11. Tommy Gubbin of Madison, Wisconsin claims $1,000.00 for reimbursement of a vehicle insurance deductible. The claimant is employed as a Probation and Parole Agent with the Department of Corrections. The claimant works in an office where there is one state vehicle for four agents. The claimant states that on November 11, 2003, he was scheduled to conduct a home visit. The state vehicle assigned to the office was in use by another agent. The claimant states that other available state vehicles were located in the central office, 8 miles away. Because this was further away than the home the claimant was visiting, he used his personal vehicle to conduct the home visit. The claimant states that use of his personal vehicle is part of his job description and a regular part of his job. As the claimant was travelling northbound on Allied Drive a southbound vehicle made an abrupt left turn in front of him and the claimant was unable to stop. The other drive was cited for failure to yield and driving without a valid license. The van the other driver was operating belonged to another individual and was not insured. The claimant states that the accident occurred during the regular course of his duties and he requests reimbursement of his $1,000 deductible.

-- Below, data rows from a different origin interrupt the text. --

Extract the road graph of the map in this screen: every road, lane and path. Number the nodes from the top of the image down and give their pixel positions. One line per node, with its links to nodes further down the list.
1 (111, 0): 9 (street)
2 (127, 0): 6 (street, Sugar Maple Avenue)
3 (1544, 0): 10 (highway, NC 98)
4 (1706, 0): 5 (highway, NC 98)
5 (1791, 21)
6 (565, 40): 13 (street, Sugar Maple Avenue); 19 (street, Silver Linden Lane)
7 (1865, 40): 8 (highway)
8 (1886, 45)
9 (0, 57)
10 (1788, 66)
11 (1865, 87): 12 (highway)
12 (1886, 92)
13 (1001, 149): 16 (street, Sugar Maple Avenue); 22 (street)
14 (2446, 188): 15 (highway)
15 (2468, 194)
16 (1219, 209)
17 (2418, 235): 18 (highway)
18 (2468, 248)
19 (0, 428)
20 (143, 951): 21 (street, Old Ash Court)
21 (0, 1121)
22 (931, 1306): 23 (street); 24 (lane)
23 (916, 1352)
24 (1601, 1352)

The DOC does not object to payment of this claim. The DOC states that agents are permitted to use their personal vehicles for state business when a state vehicle is not available. They do not have to obtain a "nonavailability" slip unless the trip mileage is 50 miles or more. The department agrees that the accident occurred while the claimant was engaged in state business and appropriately using his personal vehicle and that the claimant was not at fault. Based on the circumstances, DOC agrees that it should be responsible for payment of the claimant's insurance deductible.
The Board concludes the claim should be paid in the amount of $1,000.00 based on equitable principles. The Board further concludes, under authority of s.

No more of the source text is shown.